Je ne tardai pas à faire de même, en dépit des précédentes journées qui avaient été fatigantes...


« Je ne sais pas quoi te dire, à part que je suis désolée... »





Mes yeux s'ouvrirent doucement et difficilement. Des lumières m'attaquaient l'iris. Mes cheveux cachait légèrement mon visage et mon corps était un peu replié sur le côté, contre un paroi froide et dure. Où étais-je ? Que faisais-je entourer d'un nombre excessif de personnes ? Puis les souvenirs me revinrent peu à peu. Ca y'est. J'étais dans l'avion accomplissant le trajet jusqu'à mon pays natal, pour rejoindre mon père. Le moment d'avant mon sommeil me paraissait tellement lointain, j'avais du m'assoupir profondément et plutôt longtemps. Mon cerveau devait pleinement construire mes rêves, ces rêves... Je ne m'en souvenais plus. Mis à part... Une phrase. Une phrase quelconque... mais troublante. Certes, on verra bien.
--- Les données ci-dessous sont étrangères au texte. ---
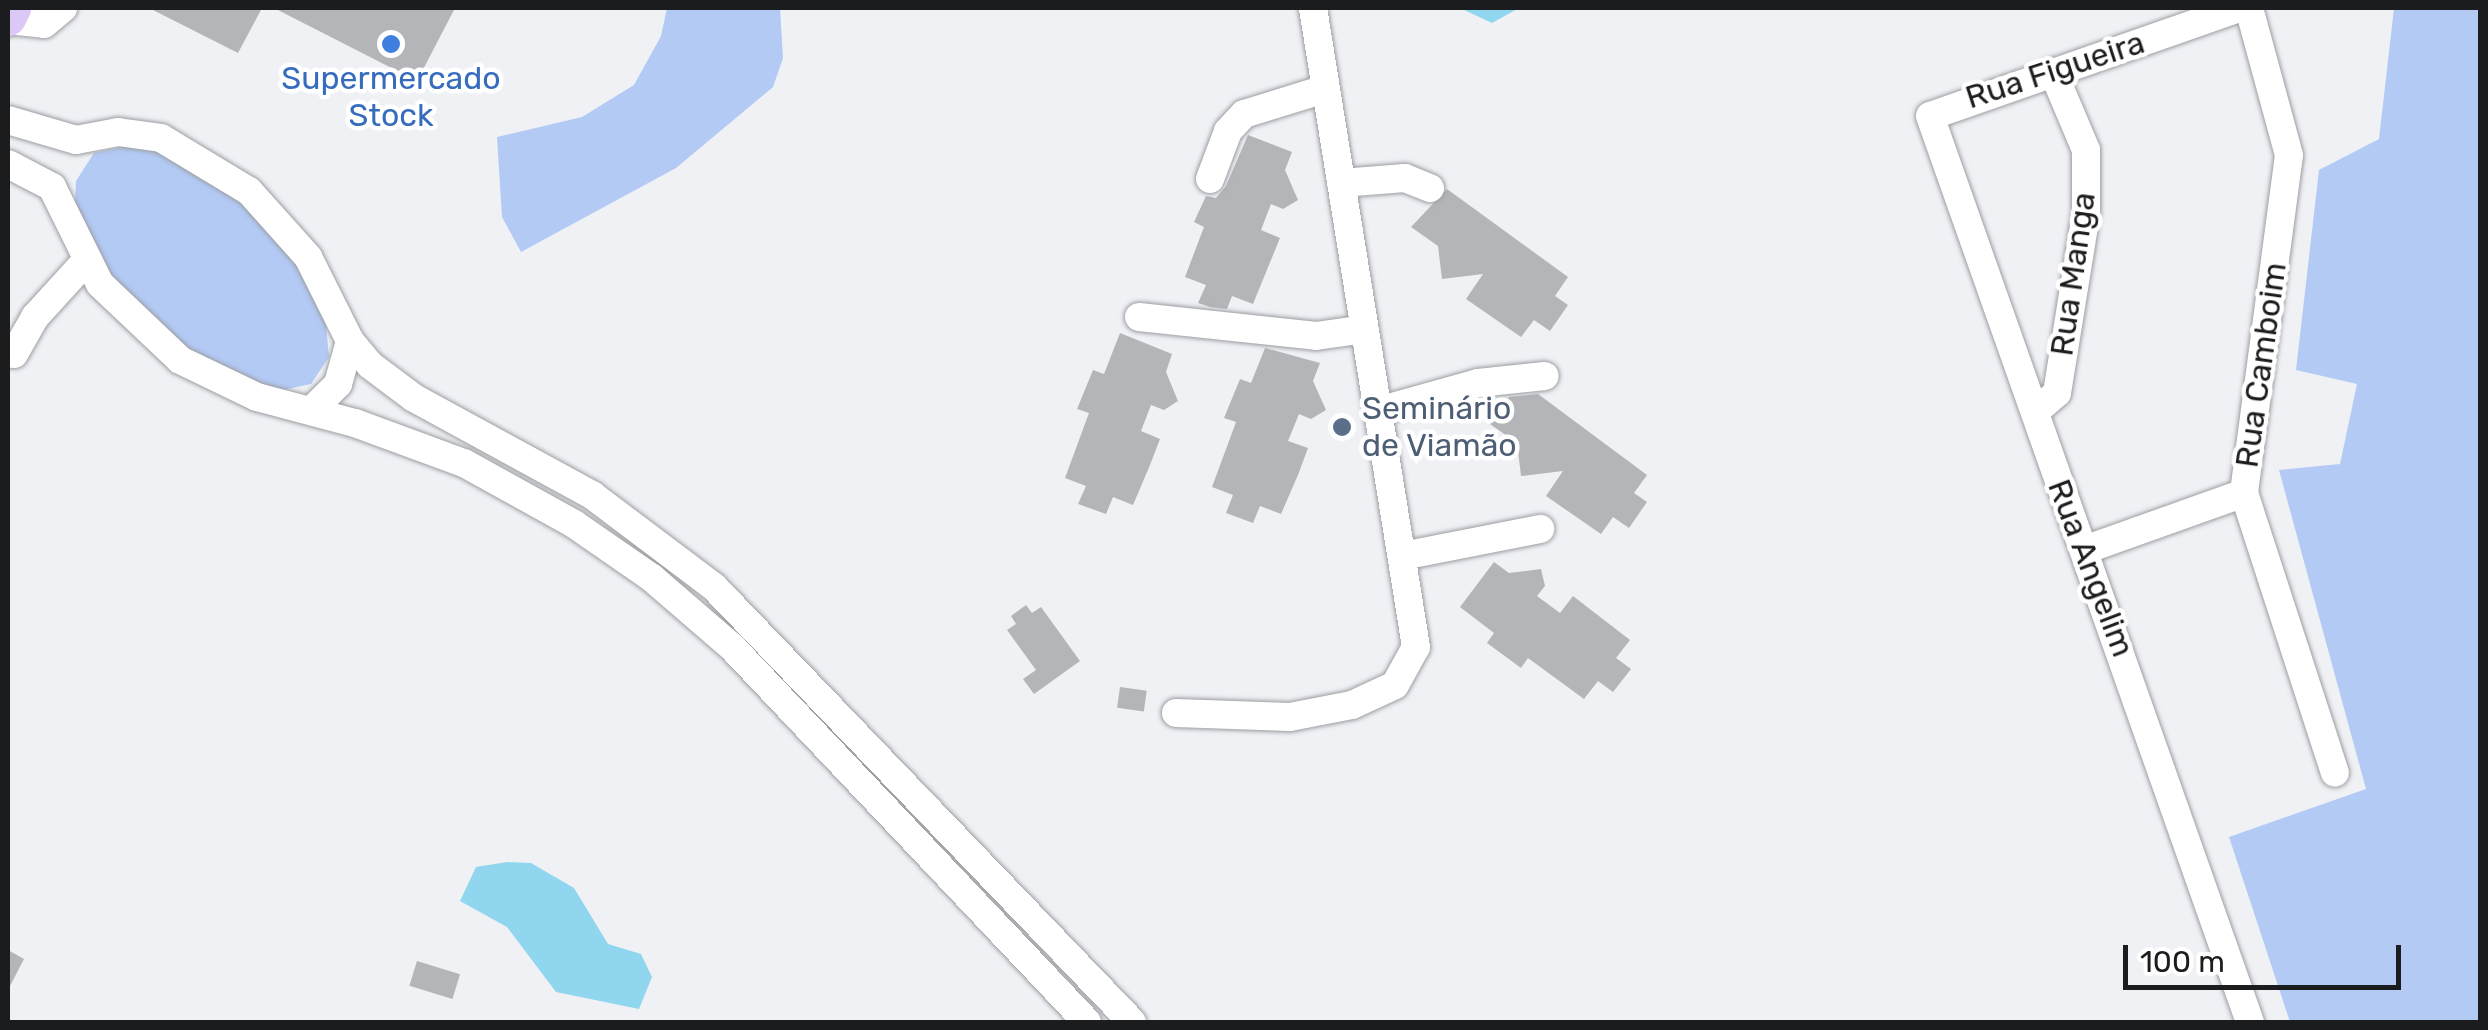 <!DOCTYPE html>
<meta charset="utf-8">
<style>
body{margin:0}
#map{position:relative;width:2488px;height:1030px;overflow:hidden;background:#eff1f5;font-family:Rubik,sans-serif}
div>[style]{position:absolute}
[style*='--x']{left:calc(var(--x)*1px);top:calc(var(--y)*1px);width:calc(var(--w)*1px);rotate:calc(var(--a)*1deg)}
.green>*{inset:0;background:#b3caf5}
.water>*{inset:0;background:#90d6ee}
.building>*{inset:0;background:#b3b5b8;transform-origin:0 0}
.roads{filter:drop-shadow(0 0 2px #9c9ea2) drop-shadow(0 0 2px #9c9ea2)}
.minor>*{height:28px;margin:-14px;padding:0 14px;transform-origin:14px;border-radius:14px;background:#fff}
.major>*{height:35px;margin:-17.5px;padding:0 17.5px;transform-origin:17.5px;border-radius:17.5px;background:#dbc8f7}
.dots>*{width:28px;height:28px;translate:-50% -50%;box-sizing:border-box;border:5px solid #fff;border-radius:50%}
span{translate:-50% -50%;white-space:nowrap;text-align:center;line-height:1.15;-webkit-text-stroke:9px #fff;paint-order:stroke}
.street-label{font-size:32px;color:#1b1c1d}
.shop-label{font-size:32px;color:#366cbe}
.service-label{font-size:32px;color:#4e5e75}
.left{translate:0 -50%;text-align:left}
.frame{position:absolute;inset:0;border:10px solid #1b1c1d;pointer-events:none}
.scale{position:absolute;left:2123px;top:945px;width:278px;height:45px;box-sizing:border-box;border:5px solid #1b1c1d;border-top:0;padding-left:12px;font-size:30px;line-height:35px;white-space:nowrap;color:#1b1c1d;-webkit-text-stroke:8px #fff;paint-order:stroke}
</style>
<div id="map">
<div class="green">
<i style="clip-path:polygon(667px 8px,780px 8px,783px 58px,773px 87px,676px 168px,521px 252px,502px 217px,497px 137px,582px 117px,634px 85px,661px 36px)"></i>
<i style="clip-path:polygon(2394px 8px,2480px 8px,2480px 1022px,2290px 1022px,2229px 837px,2366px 789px,2279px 470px,2340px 464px,2357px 384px,2296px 370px,2319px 170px,2379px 139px)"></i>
<i style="clip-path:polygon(131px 145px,155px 150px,233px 192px,281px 238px,325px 314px,329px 357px,311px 384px,274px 392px,225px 378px,124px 300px,80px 224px,75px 201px,76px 181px,94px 153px)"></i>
</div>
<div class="water">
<i style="clip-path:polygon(1460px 8px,1519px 8px,1492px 23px)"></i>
<i style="clip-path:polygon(507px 862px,531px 863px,574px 888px,608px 944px,641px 954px,652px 977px,639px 1009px,556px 992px,507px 927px,460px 901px,476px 867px)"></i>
</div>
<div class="building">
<i style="clip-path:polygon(149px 8px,262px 8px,238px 53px)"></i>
<i style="clip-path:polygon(274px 8px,455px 8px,417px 81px)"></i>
<i style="clip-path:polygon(1248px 135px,1292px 152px,1285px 170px,1298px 200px,1283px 209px,1271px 204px,1261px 230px,1280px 238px,1253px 304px,1232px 296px,1227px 309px,1210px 307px,1198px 303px,1206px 285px,1185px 277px,1204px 227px,1194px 222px,1206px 196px,1216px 198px,1226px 186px)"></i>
<i style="clip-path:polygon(1447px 189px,1568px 277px,1555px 296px,1568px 305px,1550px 331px,1534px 320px,1521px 337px,1466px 299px,1483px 274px,1442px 279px,1438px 246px,1411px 227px)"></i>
<i style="clip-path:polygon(1120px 333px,1172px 354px,1166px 372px,1178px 401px,1164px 410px,1151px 405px,1141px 431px,1160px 439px,1150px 465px,1133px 505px,1113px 497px,1106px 514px,1078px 504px,1086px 486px,1065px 478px,1089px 413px,1077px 409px,1093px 370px,1104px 374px)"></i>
<i style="clip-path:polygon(1265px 348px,1320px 363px,1313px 381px,1326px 410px,1311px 419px,1299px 414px,1288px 441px,1308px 448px,1298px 475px,1281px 514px,1260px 506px,1253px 523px,1226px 513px,1233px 495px,1212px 487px,1236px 422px,1224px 418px,1240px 379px,1251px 383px)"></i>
<i style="clip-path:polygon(1538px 394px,1647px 475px,1634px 493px,1647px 502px,1629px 528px,1613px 517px,1601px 534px,1546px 496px,1563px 471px,1521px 476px,1517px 443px,1490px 424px,1509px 397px)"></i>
<i style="clip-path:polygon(1494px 562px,1509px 573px,1541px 569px,1545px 586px,1537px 596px,1560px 613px,1573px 596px,1630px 640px,1616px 658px,1631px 669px,1613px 692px,1598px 681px,1584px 699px,1528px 658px,1521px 668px,1487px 643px,1494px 633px,1460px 607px)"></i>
<i style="clip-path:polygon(1026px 605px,1032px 613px,1041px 607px,1080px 661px,1034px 694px,1023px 679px,1036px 670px,1007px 630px,1016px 624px,1011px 616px)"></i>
<i style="left:1120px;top:687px;width:27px;height:21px;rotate:8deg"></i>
<i style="clip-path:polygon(8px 950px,24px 959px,8px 990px)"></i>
<i style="left:417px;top:961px;width:45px;height:26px;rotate:17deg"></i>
</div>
<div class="roads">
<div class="minor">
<i style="--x:2239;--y:8;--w:327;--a:160.7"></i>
<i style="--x:1930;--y:116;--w:961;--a:70.55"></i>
<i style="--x:2249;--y:8;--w:152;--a:74.8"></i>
<i style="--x:2289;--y:155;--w:341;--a:97.6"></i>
<i style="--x:2244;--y:493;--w:294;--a:72"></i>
<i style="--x:8;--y:20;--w:36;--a:6"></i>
<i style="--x:44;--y:24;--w:25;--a:-40"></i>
<i style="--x:8;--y:120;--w:71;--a:16.4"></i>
<i style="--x:76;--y:140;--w:43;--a:-10.8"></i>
<i style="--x:118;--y:132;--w:43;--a:7.9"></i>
<i style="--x:161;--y:138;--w:103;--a:31.1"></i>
<i style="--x:249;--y:191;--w:89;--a:48.2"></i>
<i style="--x:308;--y:257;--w:94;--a:63.4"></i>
<i style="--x:350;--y:341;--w:31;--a:50"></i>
<i style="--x:370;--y:365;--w:55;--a:36.9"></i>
<i style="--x:414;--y:398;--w:203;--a:28.6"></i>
<i style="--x:592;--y:495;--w:153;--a:37"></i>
<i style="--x:714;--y:587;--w:603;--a:46.14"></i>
<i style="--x:8;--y:164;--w:50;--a:27.6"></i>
<i style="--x:52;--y:187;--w:108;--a:63.7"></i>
<i style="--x:100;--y:284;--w:110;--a:43.5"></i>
<i style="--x:180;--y:360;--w:85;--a:25.7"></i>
<i style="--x:257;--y:397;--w:101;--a:14.9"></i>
<i style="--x:355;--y:423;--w:116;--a:20.2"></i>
<i style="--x:464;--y:463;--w:126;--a:29"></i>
<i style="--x:574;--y:524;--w:95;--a:34.7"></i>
<i style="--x:652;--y:578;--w:106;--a:40.8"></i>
<i style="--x:732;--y:647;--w:516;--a:46.57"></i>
<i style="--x:1210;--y:179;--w:51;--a:-69.4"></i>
<i style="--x:1228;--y:131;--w:23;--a:-47"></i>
<i style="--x:1244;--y:114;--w:85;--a:-17.2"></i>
<i style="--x:1341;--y:183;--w:64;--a:-4.5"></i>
<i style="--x:1405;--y:178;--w:27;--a:22"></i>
<i style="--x:1139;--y:317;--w:178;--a:6.1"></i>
<i style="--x:1316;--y:336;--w:49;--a:-8.1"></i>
<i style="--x:14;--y:354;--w:43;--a:-60.4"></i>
<i style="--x:35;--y:317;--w:74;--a:-47.7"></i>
<i style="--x:312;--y:410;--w:37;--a:-45"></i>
<i style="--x:338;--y:384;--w:45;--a:-74.4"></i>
<i style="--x:1378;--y:411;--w:104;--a:-15.6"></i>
<i style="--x:1478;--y:383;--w:67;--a:-6"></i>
<i style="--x:2035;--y:412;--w:29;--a:-41"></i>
<i style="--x:2057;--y:393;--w:181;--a:-80.8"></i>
<i style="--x:2086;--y:214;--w:64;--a:-90"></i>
<i style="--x:2086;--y:150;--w:85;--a:-112.9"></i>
<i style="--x:2087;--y:549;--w:167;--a:-19.6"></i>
<i style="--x:1402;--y:556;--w:141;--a:-11.1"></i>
<i style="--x:1176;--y:713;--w:114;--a:2"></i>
<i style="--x:1290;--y:717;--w:63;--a:-11"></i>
<i style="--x:1352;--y:705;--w:47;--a:-24.9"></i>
<i style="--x:1395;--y:685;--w:43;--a:-61.1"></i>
<i style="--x:1416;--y:647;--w:647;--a:-99.16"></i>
</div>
<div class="major">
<i style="--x:8;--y:18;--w:11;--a:-63"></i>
</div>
</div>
<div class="dots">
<i style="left:391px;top:44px;background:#3f7fe0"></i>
<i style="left:1342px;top:427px;background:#5c6f8a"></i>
</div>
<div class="street-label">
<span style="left:2055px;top:70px;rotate:-18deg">Rua Figueira</span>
<span style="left:2073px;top:274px;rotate:-82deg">Rua Manga</span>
<span style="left:2261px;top:365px;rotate:-82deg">Rua Camboim</span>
<span style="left:2091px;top:568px;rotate:69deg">Rua Angelim</span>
</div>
<div class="shop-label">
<span style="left:391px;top:97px">Supermercado<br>Stock</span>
</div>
<div class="service-label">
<span class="left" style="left:1362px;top:427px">Seminário<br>de Viamão</span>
</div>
<div class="frame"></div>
<div class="scale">100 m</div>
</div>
Le message vocal féminin nous prévint alors de notre descente vers l'aéroport de San Francisco ce qui me fit sursauter et élargir les yeux à une vitesse incroyable. J'étais décidément très fatiguée. L'excitation m'emplit et je bouclai ma ceinture avec une vivacité inhabituelle.
Jusqu'à l'arrêt complet de l'appareil, pendant tout notre atterrissage, je ne faisais que penser aux milliers de kilomètres qui me séparaient maintenant de la France mais à la faible distance qu'il y avait maintenant entre mon père et moi.
Je ne vais pas faire tout un roman de mon chemin vers le terminal de l'aéroport. En passant, je précise que j'avais réussi à m'égarer deux trois fois. Certaines personnes me regardaient parfois de haut en bas, sûrement à cause de ma tête de déterrer. J'étais dans le hall depuis, à présent, une vingtaine de minutes. Je patientais mon bagage aux traditionnels tapis roulants et angoissais de ne pas entendre mon nom de la voix de mon père à l'autre bout de la salle, ou bien, juste derrière moi...
Pour tuer l'ennui, je sortis alors mon portable. Le réseau étant désormais de retour. Je passai un coup de fil à David durant une dizaine de minutes, le temps qu'il me couvre de questions sur mon voyage, le confort... Bref. Une vraie pipelette celui-là.

- Emma !

Sans que je m'en aperçoive, concentrée à répondre à mon destinataire téléphonique, une main m'avait tapoté l'épaule. Plutôt « Quelqu'un » m'avait tapoté l'épaule. Je souriais, toujours, même si c'était au téléphone, puis, je me retournai pleine de joie. Je découvris « mon père » aussi magnifique soit-il. Je m'empressai de dire au revoir à David pour enfin me blottir dans les bras de la personne en face de moi. J'étais heureuse.